Harry, Ron, and Hermione are really bad at making plans. Like, they’ve been coming up with wacky schemes for seven years now, shouldn’t they be a little better at this?
Buuuut they’re not. As a weird mirror of Dobby’s wizard-worshipping self-sacrifice, Griphook does not like and does not trust wizards, and thus everybody hates him. There’s an odd aside about how he ‘refuses’ to eat the same food as everyone else… but, like, he’s a different species! Of course he does!! But Griphook is transparently only out for himself, and while Harry mentally acknowledges that Griphook’s suspicions are completely correct, it still feels like we’re meant to be judging him for not particularly liking or caring about our heroes. His cultural differences are explained by Bill not as a different but equally valid way of existing, but a suspicious threat.
I’m almost… almost… able to convince myself there’s an intentional irony at work here, given that Harry and co. live up o Griphook’s worst suspicions about wizards in the same section that Our Heroes and their allies begin using Unforgivable Curses with abandon.

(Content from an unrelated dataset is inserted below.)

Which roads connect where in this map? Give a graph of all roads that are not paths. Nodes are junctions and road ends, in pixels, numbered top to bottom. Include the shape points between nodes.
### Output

Harry Imperiuses like ten people (okay, two) and McGonagall whips one out, too. It’s in the name, guys! It’s never okay! Is this a commentary on the war turning them into their worst selves? I… don’t quite think so. They free the poor, blind dragon that the goblins have been torturing. They’re clearly the good guys still.

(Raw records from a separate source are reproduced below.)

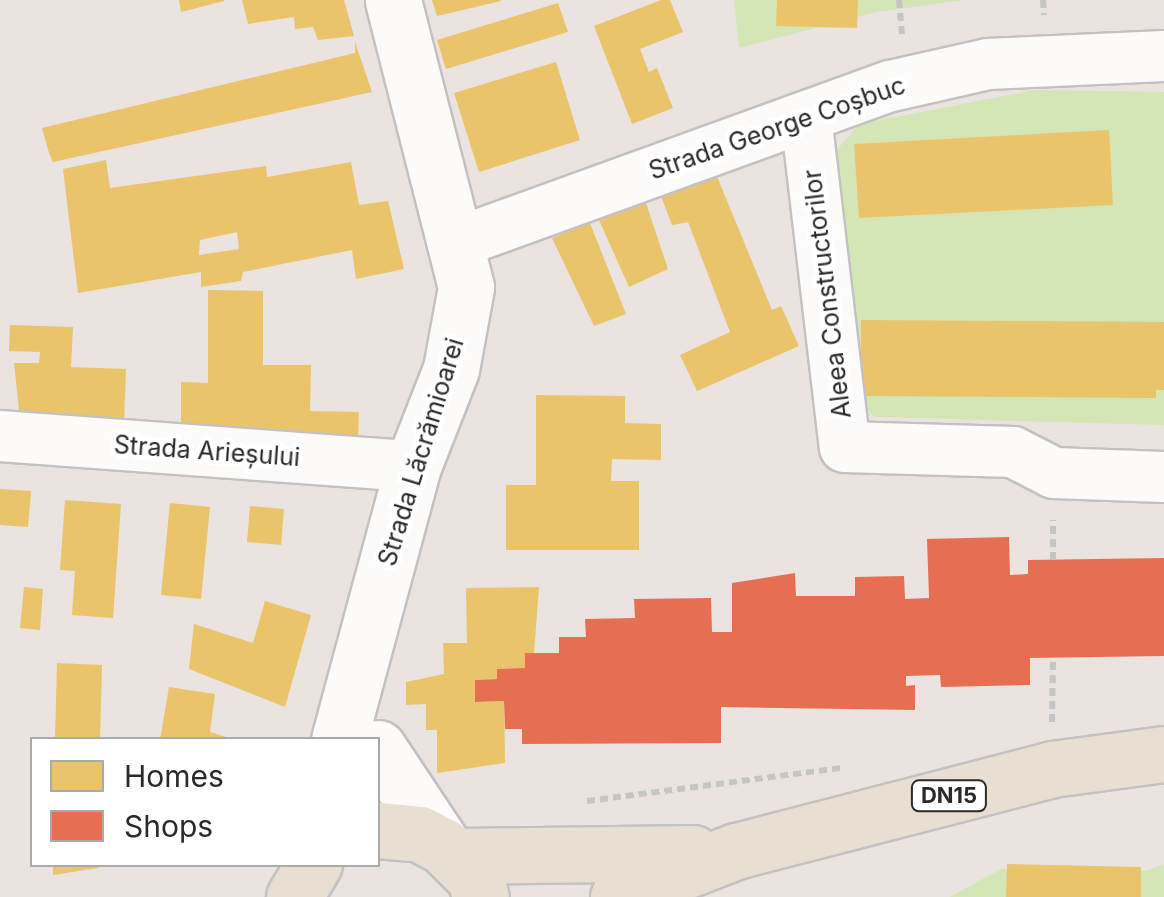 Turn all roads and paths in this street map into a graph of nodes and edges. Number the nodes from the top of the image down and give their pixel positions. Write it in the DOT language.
graph roads {
  1 [pos="393,0"];
  2 [pos="899,0"];
  3 [pos="904,56"];
  4 [pos="1164,56"];
  5 [pos="806,117"];
  6 [pos="459,242"];
  7 [pos="0,436"];
  8 [pos="414,466"];
  9 [pos="1164,477"];
  10 [pos="1052,658"];
  11 [pos="356,670"];
  12 [pos="1052,736"];
  13 [pos="340,737"];
  14 [pos="372,737"];
  15 [pos="380,751"];
  16 [pos="1164,754"];
  17 [pos="862,766"];
  18 [pos="577,802"];
  19 [pos="380,830"];
  20 [pos="736,851"];
  21 [pos="460,866"];
  22 [pos="618,897"];
  1 -- 6 [label="street, Strada Lăcrămioarei"];
  2 -- 3 [label="path"];
  4 -- 5 [label="street, Strada George Coșbuc"];
  5 -- 6 [label="street, Strada George Coșbuc"];
  5 -- 9 [label="street, Aleea Constructorilor"];
  6 -- 8 [label="street, Strada Lăcrămioarei"];
  7 -- 8 [label="street, Strada Arieșului"];
  8 -- 11 [label="street, Strada Lăcrămioarei"];
  10 -- 12 [label="path"];
  11 -- 13 [label="street, Strada Lăcrămioarei"];
  11 -- 14 [label="street, Strada Lăcrămioarei"];
  15 -- 21 [label="street"];
  16 -- 20 [label="main road, DN15"];
  17 -- 18 [label="path"];
  19 -- 21 [label="main road, DN15"];
  20 -- 21 [label="main road, DN15"];
  20 -- 22 [label="main road, DN15"];
} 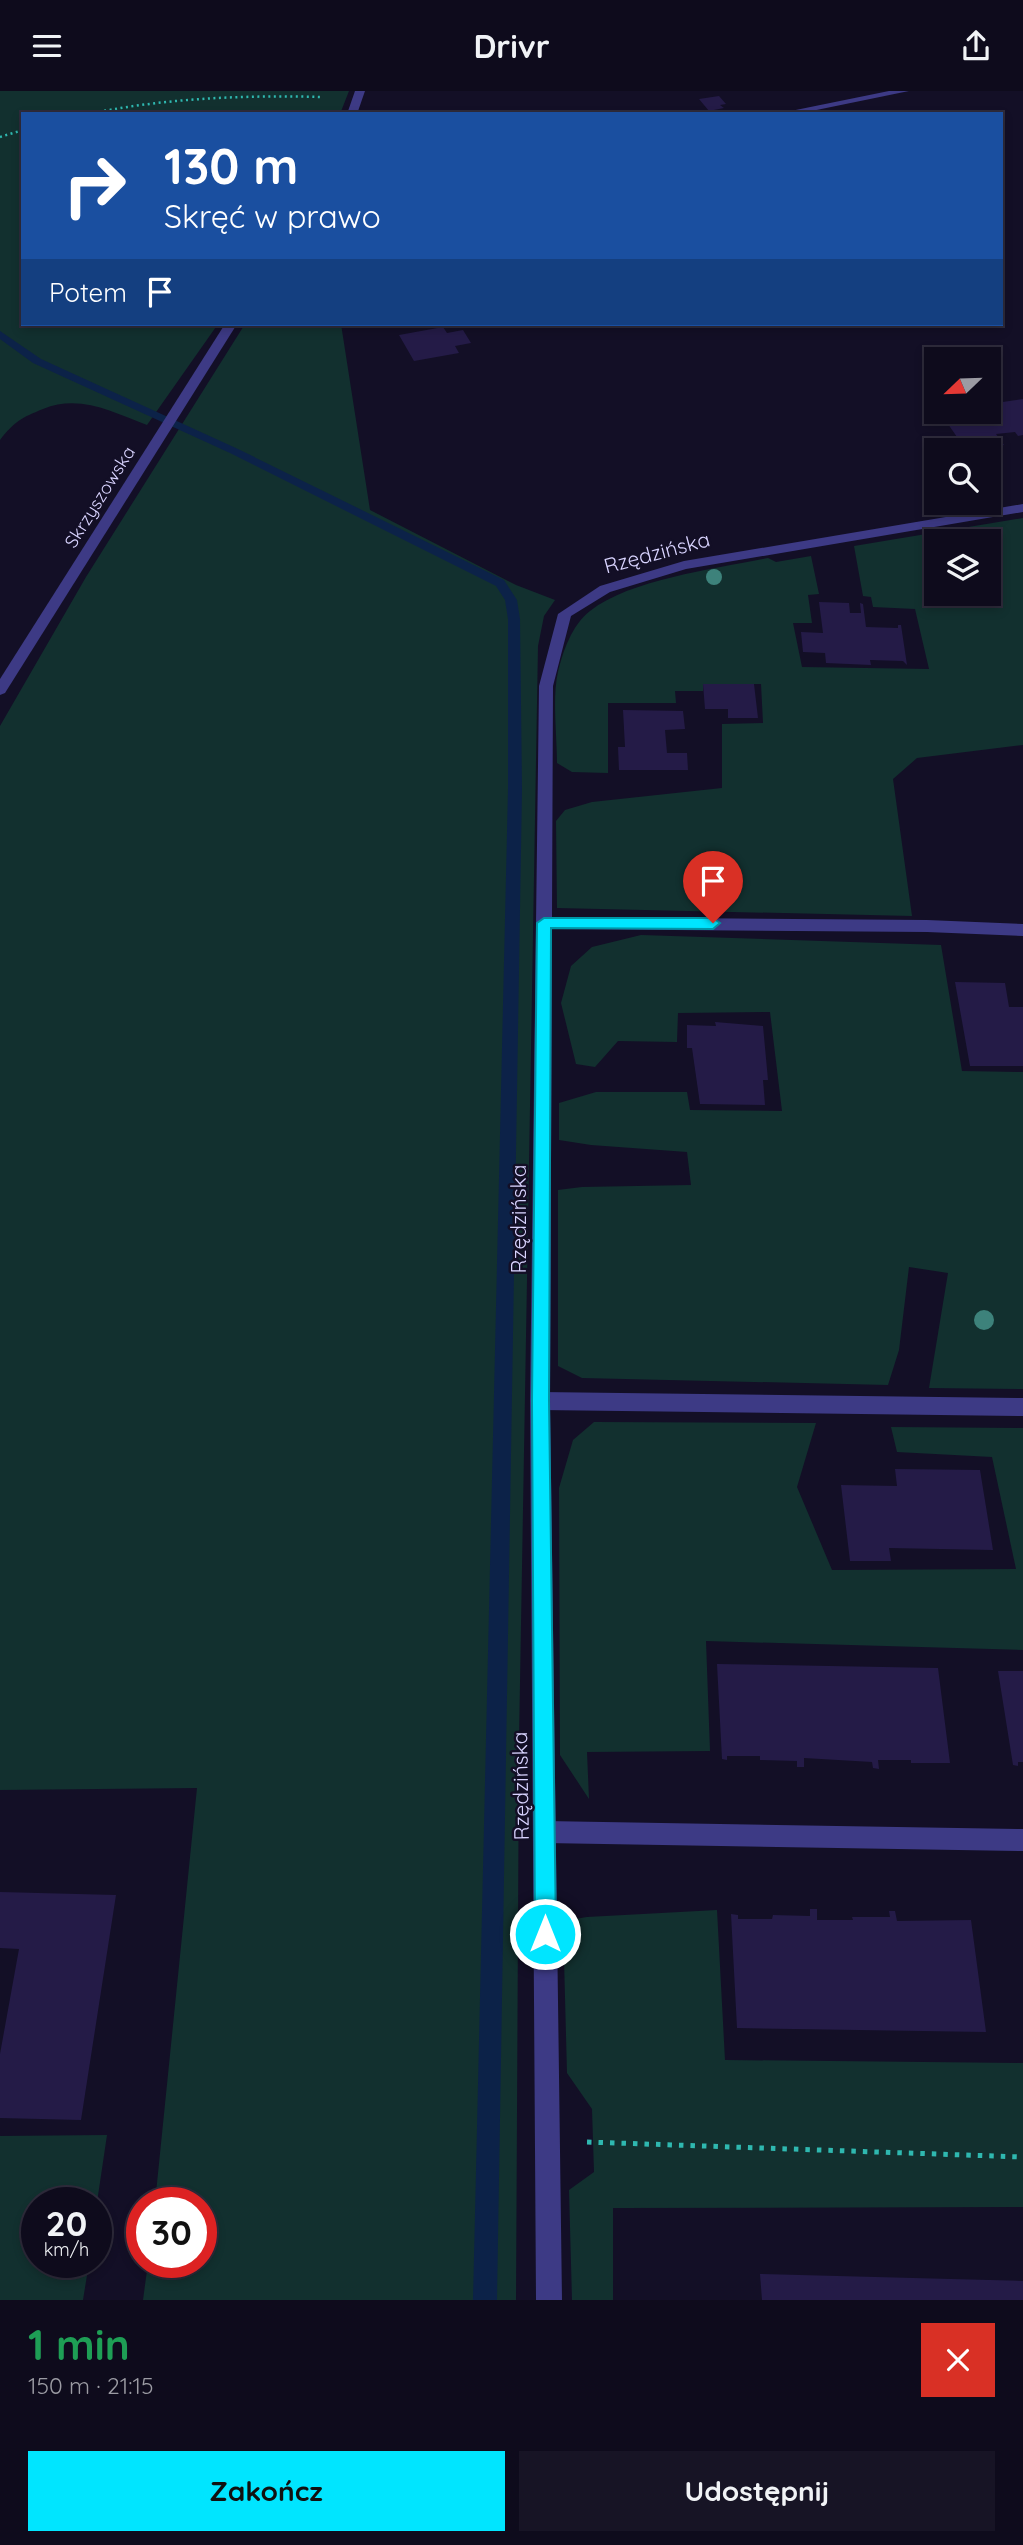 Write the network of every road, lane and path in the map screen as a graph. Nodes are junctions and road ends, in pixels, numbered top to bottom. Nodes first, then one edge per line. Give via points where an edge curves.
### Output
1 (904, 91) edge
2 (359, 96) edge
3 (96, 112) edge
4 (792, 112) edge
5 (21, 131) edge
6 (0, 137) edge
7 (230, 326) edge
8 (1023, 508) edge
9 (0, 690) edge
10 (544, 923) junction
11 (1023, 930) edge
12 (541, 1401) junction
13 (1023, 1407) edge
14 (545, 1832) junction
15 (1023, 1840) edge
16 (548, 2140) junction
17 (1023, 2157) edge
18 (549, 2300) edge

1 - 4 street
2 - 3 path via 265,96
5 - 6 path
7 - 9 street, Skrzyszowska
8 - 10 street, Rzędzińska via 684,565 605,589 565,614 546,686
10 - 11 street
10 - 12 street, Rzędzińska
12 - 13 street
12 - 14 street, Rzędzińska
14 - 15 street
14 - 16 street, Rzędzińska
16 - 17 path
16 - 18 street, Rzędzińska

But the good guys aren’t doing so well. Aberforth Dumbledore answers the question that I asked last week: the resistance isn’t doing anything because it’s dead. Neville’s crew at Hogwarts seems to be having a bit more luck—or at least, more effective communications networks—but they’ve all basically been driven into hiding, too. And Neville’s descriptions of their activities at their height seem… a little bit pointless? They’re giving people hope, okay. And talking back. And doing graffiti. What does that actually do? When Harry arrives, they instantly spring into action and explain that they’ve been… waiting for Harry? Why do they need him? I’m skeptical of what their big dream of fighting off Snape and the Death Eaters and reclaiming Hogwarts would really do in the scheme of things, but let’s accept that it would potentially give the Order of the Phoenix a base of operations or something like that. Why haven’t they actually been working towards that, instead of pulling pranks and waiting around for Harry’s symbolic leadership?

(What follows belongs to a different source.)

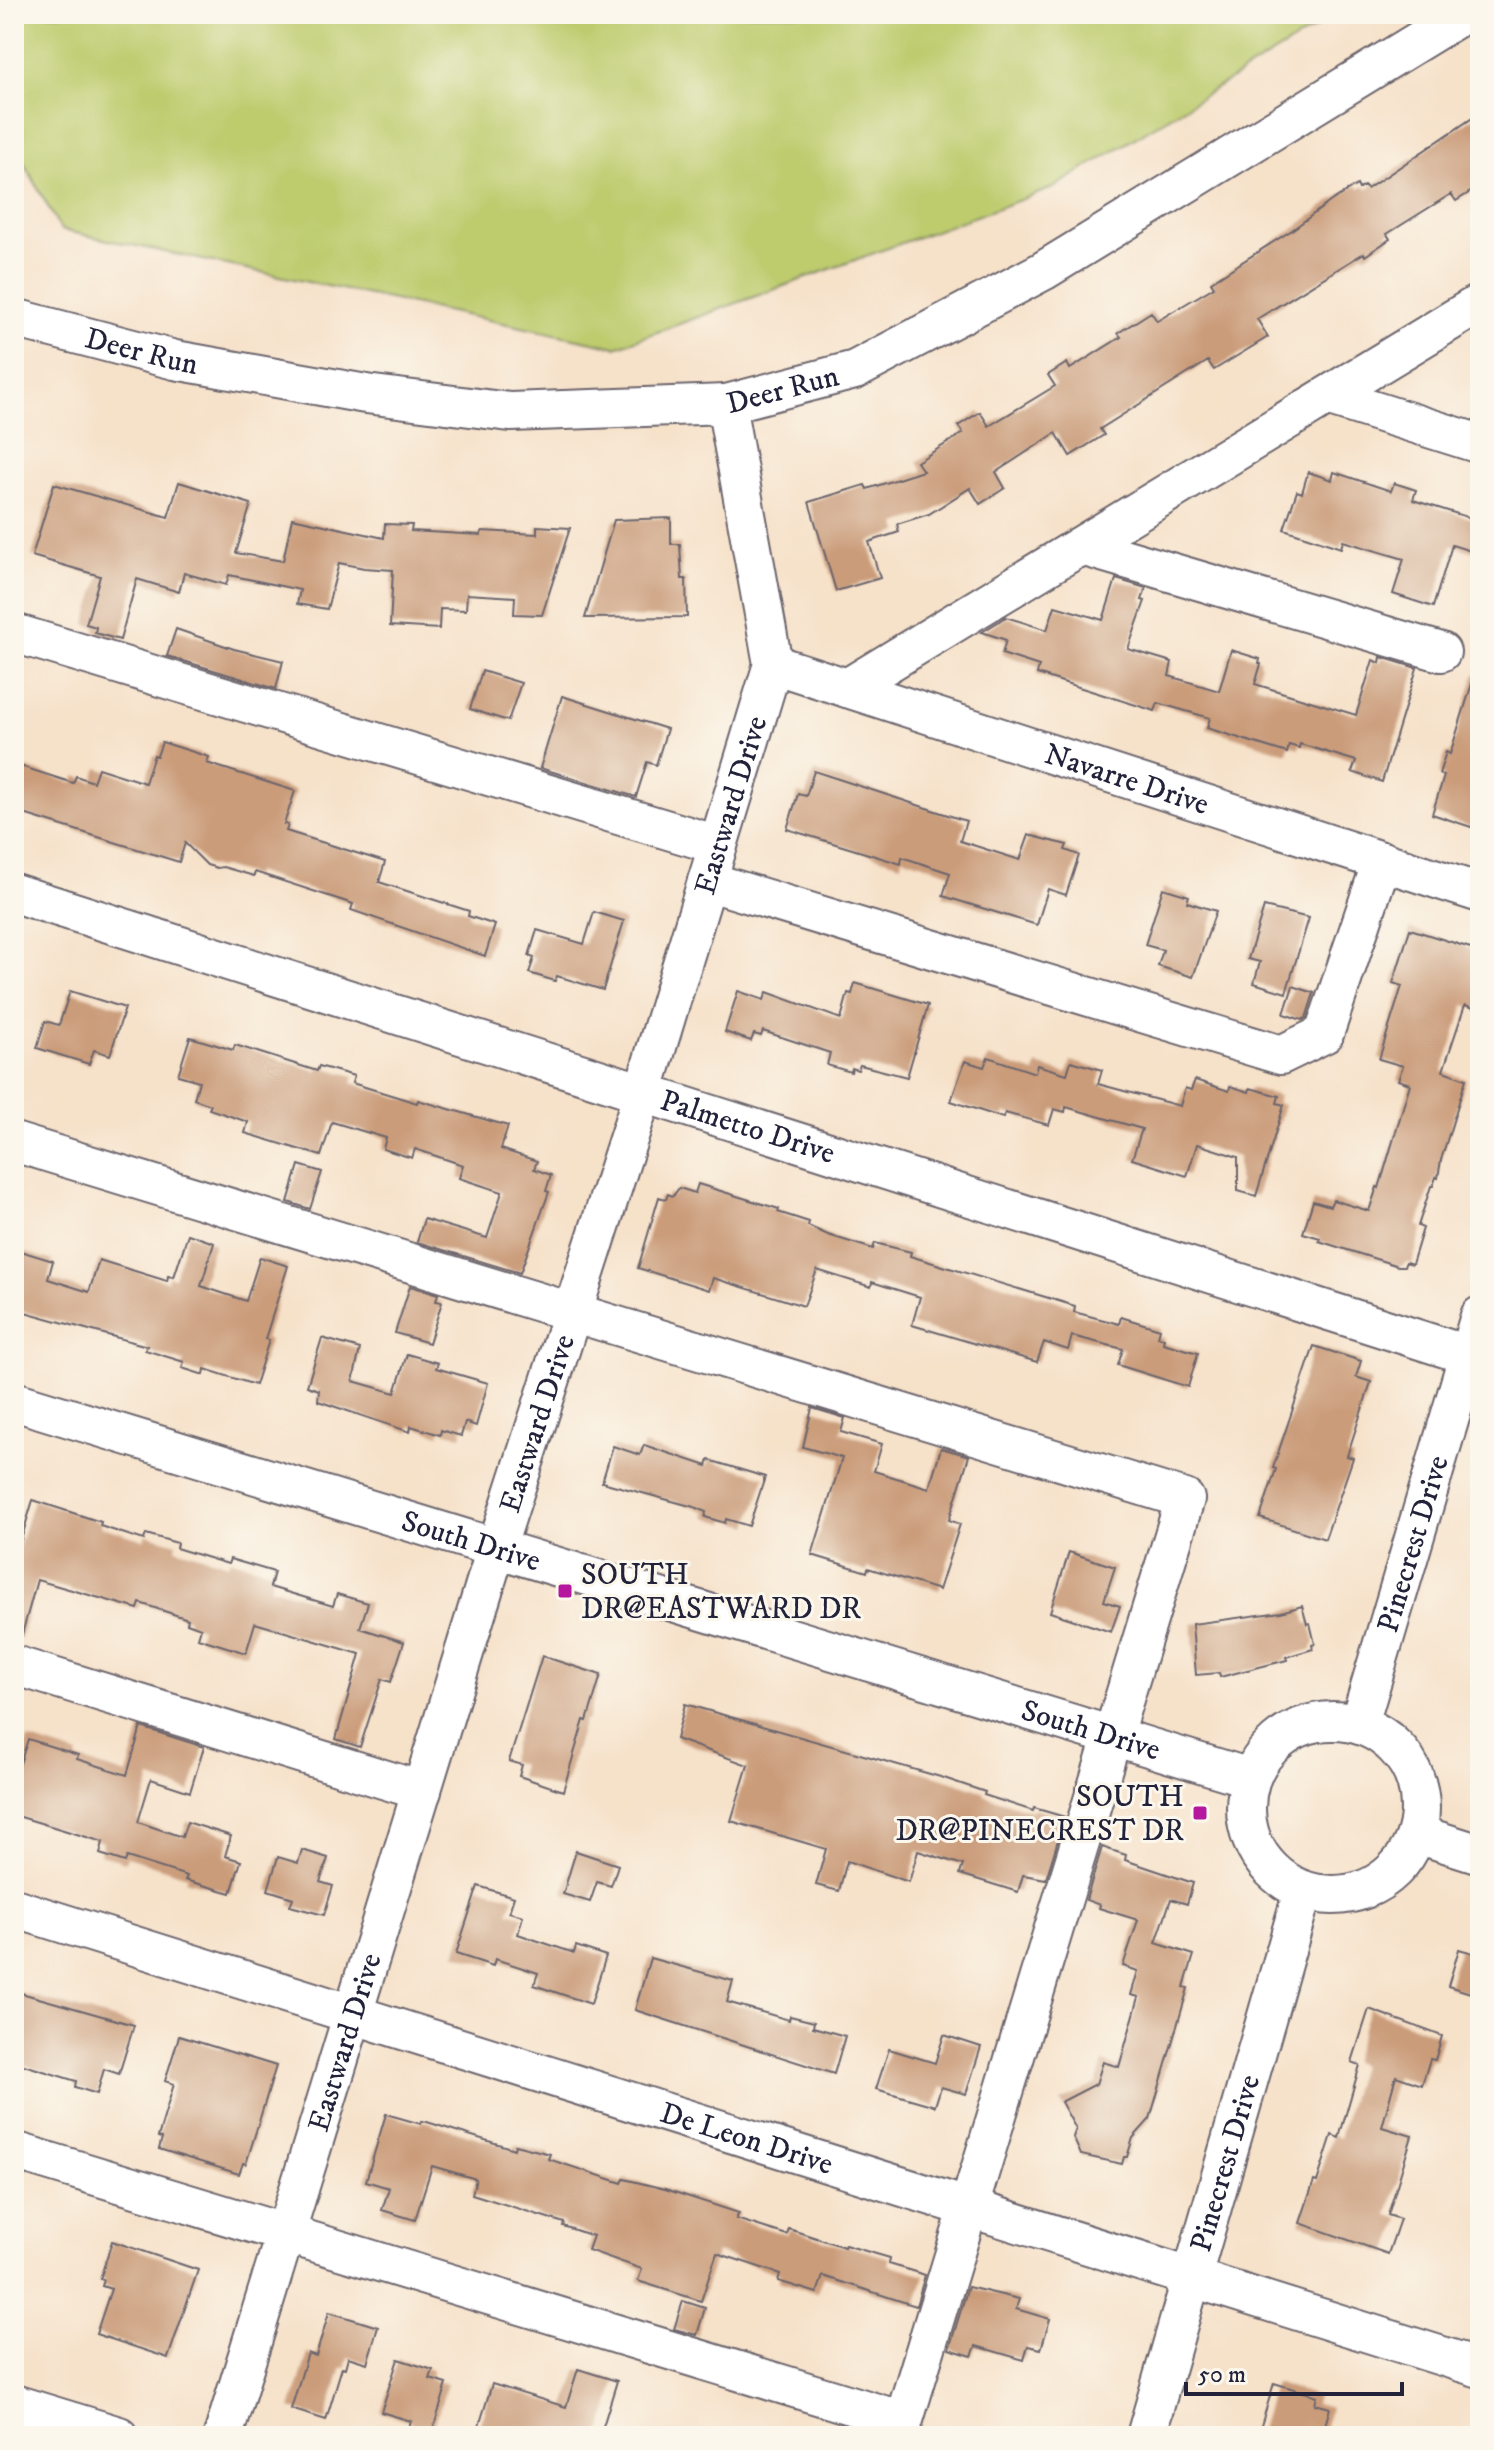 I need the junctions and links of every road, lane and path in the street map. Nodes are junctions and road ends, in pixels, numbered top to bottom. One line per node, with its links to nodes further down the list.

Given how often these books were referenced (to everyone’s annoyance) after the 2016 US election, before last week, I never really stopped to think about the fact that they never demonstrate what effective organizing or collective resistance looks like. It’s all pussy hats and no substance. Until the hour comes for a big, dramatic battle, of course. But it seems like Neville could have summoned all these people to come fight at literally any time before now. He hasn’t been building to this in any meaningful way, except I guess by building a relationship with Aberforth.
“You don’t have to do everything alone, Harry,” Hermione tells him when he’s refusing to let the students of Dumbledore’s Army help with finding the penultimate Horcrux. From the first book, I’ve said that Harry has been characterized by his friendship and loyalty. When did that fall away? And how much less miserable might this book have been for both characters and readers if it hadn’t? It’s fitting, though, that it takes a return to Hogwarts to remind Harry that he can put his trust in other people, that he need not end every single book standing against Voldemort alone.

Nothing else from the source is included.